AIM OF THE TASK: Take each line of the records below that contains the string "壽與國同紀念碑" and copy it.
*** DATA TO USE Section Begins ***
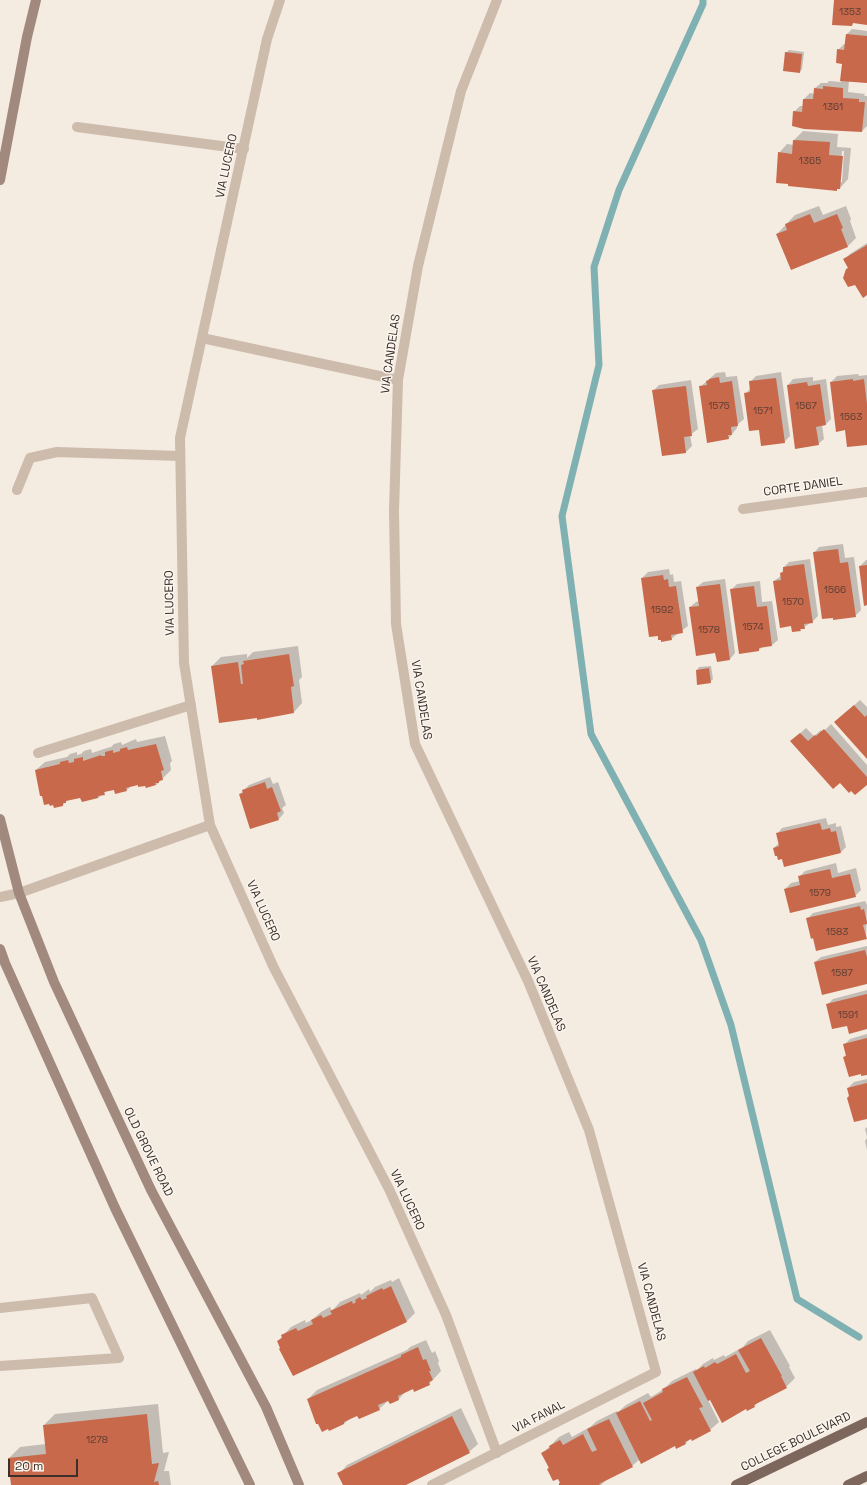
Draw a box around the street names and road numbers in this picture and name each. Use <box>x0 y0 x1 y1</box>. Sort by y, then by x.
street label: VIA LUCERO <box>213 133 241 199</box>
street label: VIA CANDELAS <box>378 313 404 395</box>
street label: CORTE DANIEL <box>763 474 843 500</box>
street label: VIA LUCERO <box>162 570 178 636</box>
street label: VIA CANDELAS <box>408 659 434 741</box>
street label: VIA LUCERO <box>243 878 283 944</box>
street label: VIA CANDELAS <box>524 954 568 1034</box>
street label: OLD GROVE ROAD <box>120 1105 176 1199</box>
street label: VIA LUCERO <box>387 1167 427 1233</box>
street label: VIA CANDELAS <box>634 1261 668 1343</box>
street label: VIA FANAL <box>511 1398 567 1436</box>
street label: COLLEGE BOULEVARD <box>739 1409 853 1475</box>

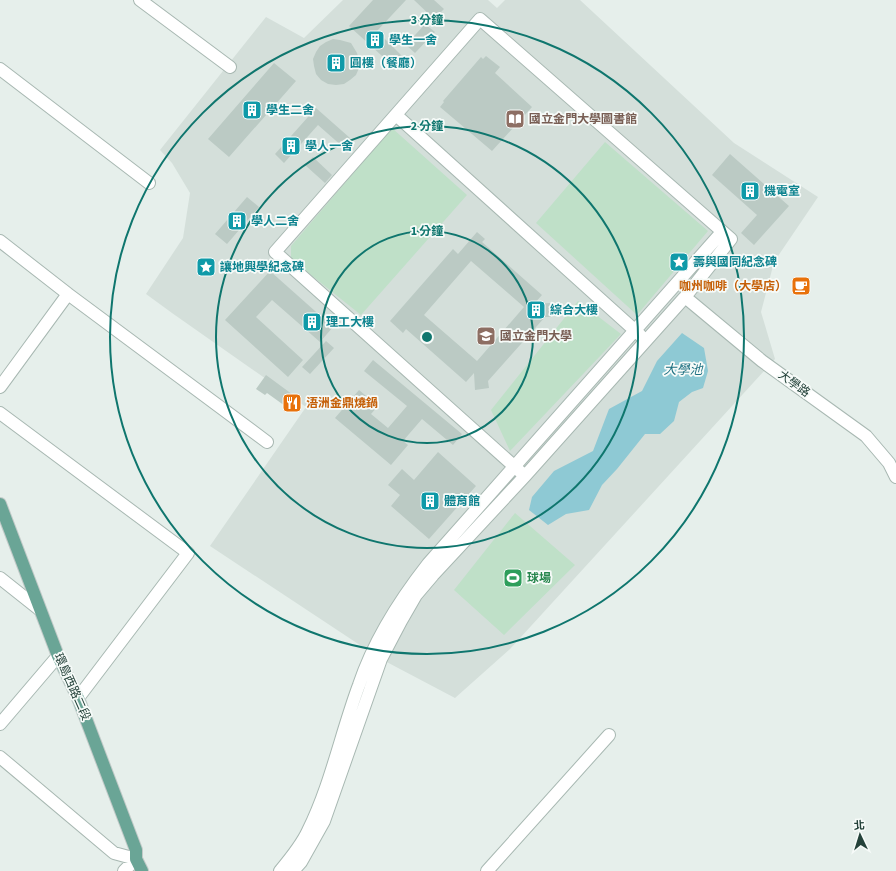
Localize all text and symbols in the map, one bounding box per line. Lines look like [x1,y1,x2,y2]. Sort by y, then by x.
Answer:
text: 3 分鐘 [411,12,443,29]
building icon: 學生一舍 [364,29,386,51]
place label: 學生一舍 [389,32,437,49]
building icon: 圓樓（餐廳） [325,52,347,74]
place label: 圓樓（餐廳） [350,55,422,72]
building icon: 學生二舍 [241,99,263,121]
place label: 學生二舍 [266,102,314,119]
library icon: 國立金門大學圖書館 [504,108,526,130]
place label: 國立金門大學圖書館 [529,111,637,128]
text: 2 分鐘 [411,118,443,135]
building icon: 學人一舍 [280,135,302,157]
place label: 學人一舍 [305,138,353,155]
building icon: 機電室 [739,180,761,202]
place label: 機電室 [764,183,800,200]
building icon: 學人二舍 [226,210,248,232]
place label: 學人二舍 [251,213,299,230]
text: 1 分鐘 [411,223,443,240]
place icon: 壽與國同紀念碑 [668,251,690,273]
place label: 壽與國同紀念碑 [693,254,777,271]
place icon: 讓地興學紀念碑 [195,256,217,278]
place label: 讓地興學紀念碑 [220,259,304,276]
cafe icon: 咖州咖啡（大學店） [790,275,812,297]
place label: 咖州咖啡（大學店） [679,278,787,295]
building icon: 綜合大樓 [525,299,547,321]
place label: 綜合大樓 [550,302,598,319]
building icon: 理工大樓 [301,311,323,333]
place label: 理工大樓 [326,314,374,331]
school or university icon: 國立金門大學 [475,325,497,347]
place label: 國立金門大學 [500,328,572,345]
centre of rings [420,330,434,344]
water label: 大學池 [663,361,704,379]
street label: 大學路 [774,367,814,401]
restaurant icon: 浯洲金鼎燒鍋 [281,392,303,414]
place label: 浯洲金鼎燒鍋 [306,395,378,412]
building icon: 體育館 [419,490,441,512]
place label: 體育館 [444,493,480,510]
sports icon: 球場 [502,567,524,589]
place label: 球場 [527,570,551,587]
street label: 環島西路二段 [50,651,94,723]
north arrow [840,815,880,855]
text: 北 [853,818,865,833]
*** DATA TO USE Section Ends ***
SOLUTION TO THIS EXERCISE:
place icon: 壽與國同紀念碑 [668,251,690,273]
place label: 壽與國同紀念碑 [693,254,777,271]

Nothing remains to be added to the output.